Паруса и ванты «Центуриона» рвались в клочья, а несколько пушечных ядер попали в корпус. Плотник и его команда спешили заделать пробоины деревянными пробками. Четырехкилограммовый чугунный снаряд обезглавил одного из людей Ансона, Томаса Ричмонда. Другой моряк был ранен в ногу, и, когда из его артерии хлынула кровь, товарищи отнесли его вниз на орлопдек, где его положили на операционный стол. Корабль содрогнулся от взрывов, доктор Аллен взялся за свои инструменты и без анестезии принялся отрезать мужчине ногу. Один военно-морской хирург описал, как сложно было работать в таких условиях: «В тот самый момент, когда я ампутировал конечность одному из наших раненых моряков, мне почти постоянно мешали остальные его товарищи, находившиеся почти в таких же удручающих обстоятельствах, одни пронзительно кричали, требуя, чтобы о них позаботились, а другие хватали меня за руки в искреннем желании получить помощь, даже когда я вводил иглу для скрепления лигатурой разделенных кровеносных сосудов» [697]. Пока Аллен работал, корабль непрерывно трясло от отдачи больших пушек. Врачу удалось отпилить ногу чуть выше колена и прижечь рану кипящей смолой, но вскоре пациент скончался.
* * *
Битва бушевала. Ансон понял, что орудийные порты противника очень узки, что затрудняет движение стволов. Он развернул корабль почти перпендикулярно галеону, тем самым лишив многие орудия противника возможности прицельного выстрела. Пушечные ядра «Ковадонги» проносились мимо «Центуриона» и падали в море, взметая брызги. Орудийные порты «Центуриона» были шире, и расчеты Ансона ганшпугами и ломами направляли пушки прямо на галеон. Коммодор дал сигнал стрелять самыми тяжелыми – одиннадцатикилограммовыми – ядрами по корпусу противника. Одновременно некоторые из людей Ансона по цепочке обстреляли паруса и такелаж «Ковадонги», парализовав подвижность корабля. Галеон содрогался под безжалостным шквалом металлического града. Снайперы Ансона с реев уничтожили противников на такелаже противника и расстреливали одного испанца за другим на палубе.

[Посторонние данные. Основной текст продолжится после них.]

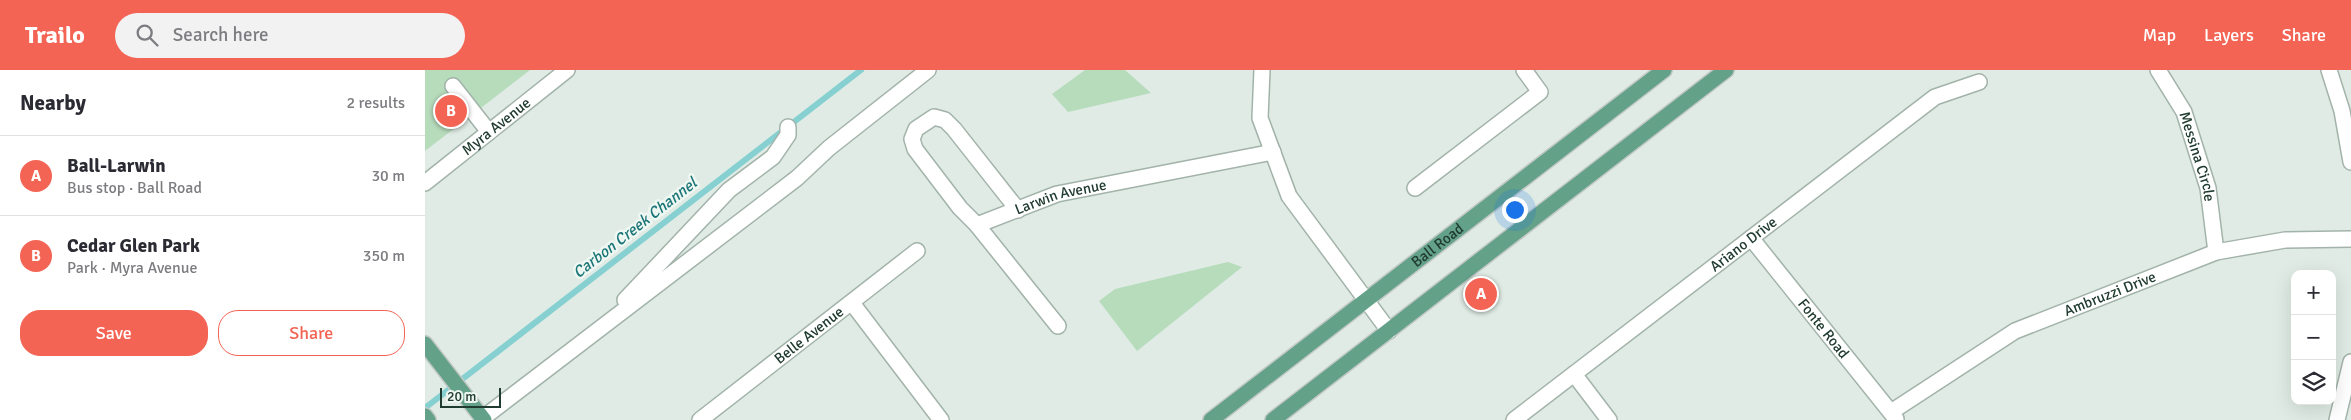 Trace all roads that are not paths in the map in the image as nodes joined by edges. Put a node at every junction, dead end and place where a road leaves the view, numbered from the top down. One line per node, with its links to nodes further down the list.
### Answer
1 (567, 70): 12 (street, Myra Avenue)
2 (928, 70): 27 (street)
3 (1262, 70): 13 (street)
4 (1524, 70): 16 (street)
5 (1664, 70): 23 (main road, Ball Road)
6 (1726, 70): 26 (main road)
7 (2158, 70): 22 (street, Messina Circle)
8 (2329, 70): 14 (street)
9 (1979, 82): 19 (street, Ariano Drive)
10 (453, 86): 12 (street)
11 (788, 127): 27 (street)
12 (489, 132): 15 (street, Myra Avenue)
13 (1273, 152): 17 (street, Larwin Avenue); 23 (street)
14 (2351, 162)
15 (425, 183)
16 (1415, 188)
17 (1018, 210): 18 (street, Larwin Avenue); 18 (street)
18 (977, 225): 25 (street)
19 (1751, 238): 30 (street, Ariano Drive); 32 (street, Fonte Road)
20 (2351, 238): 22 (street, Ambruzzi Drive)
21 (917, 251): 24 (street, Belle Avenue)
22 (2216, 252): 32 (street, Ambruzzi Drive)
23 (1367, 300): 26 (street); 37 (main road, Ball Road)
24 (851, 303): 35 (street, Belle Avenue); 36 (street)
25 (1057, 326)
26 (1389, 331): 38 (main road)
27 (591, 335): 33 (street)
28 (425, 344): 33 (main road)
29 (2351, 362): 41 (street)
30 (1574, 374): 39 (street, Ariano Drive); 40 (street)
31 (425, 416): 34 (main road)
32 (1894, 416)
33 (483, 419)
34 (428, 420)
35 (700, 420)
36 (941, 420)
37 (1211, 420)
38 (1273, 420)
39 (1514, 420)
40 (1609, 420)
41 (2337, 420)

Монтеро призывал своих людей сражаться за своего короля и страну, крича, что жизнь без чести бессмысленна. Мушкетная пуля отскочила от его груди. Он был контужен, но оставался на квартердеке, пока осколок не поразил его ногу, после чего его отвели вниз к другим раненым. Командовать он оставил сержант-майора, которому тут же прострелили бедро. Командир находившихся на борту солдат попытался сплотить экипаж, но ему оторвало ногу. Как заметил преподаватель Томас, испанцы, «напуганные тем, что каждое мгновение перед ними падало замертво множество людей… начали выбегать из своих отсеков и кучами падать в люки» [698].
После полутора часов неослабевающего огня галеон застыл неподвижно, его мачты треснули, паруса были разорваны в клочья, а корпус испещрен дырами. Прослывший непобедимым корабль оказался смертным. На его палубе среди разбросанных тел и клубов дыма британцы увидели человека, который, пошатываясь, направлялся к грот-мачте с разорванным в клочья испанским флагом. Ансон подал знак прекратить огонь, и мир на мгновение погрузился в тишину. Изможденный боем британский коммодор и его люди с облегчением наблюдали, как человек на галеоне принялся спускать лохмотья, бывшие флагом. Испанцы капитулировали.
Монтеро, который все еще находился внизу и не знал о том, что происходит на палубе, приказал офицеру быстро взорвать пороховой погреб и потопить корабль. Офицер ответил: «Уже слишком поздно» [699].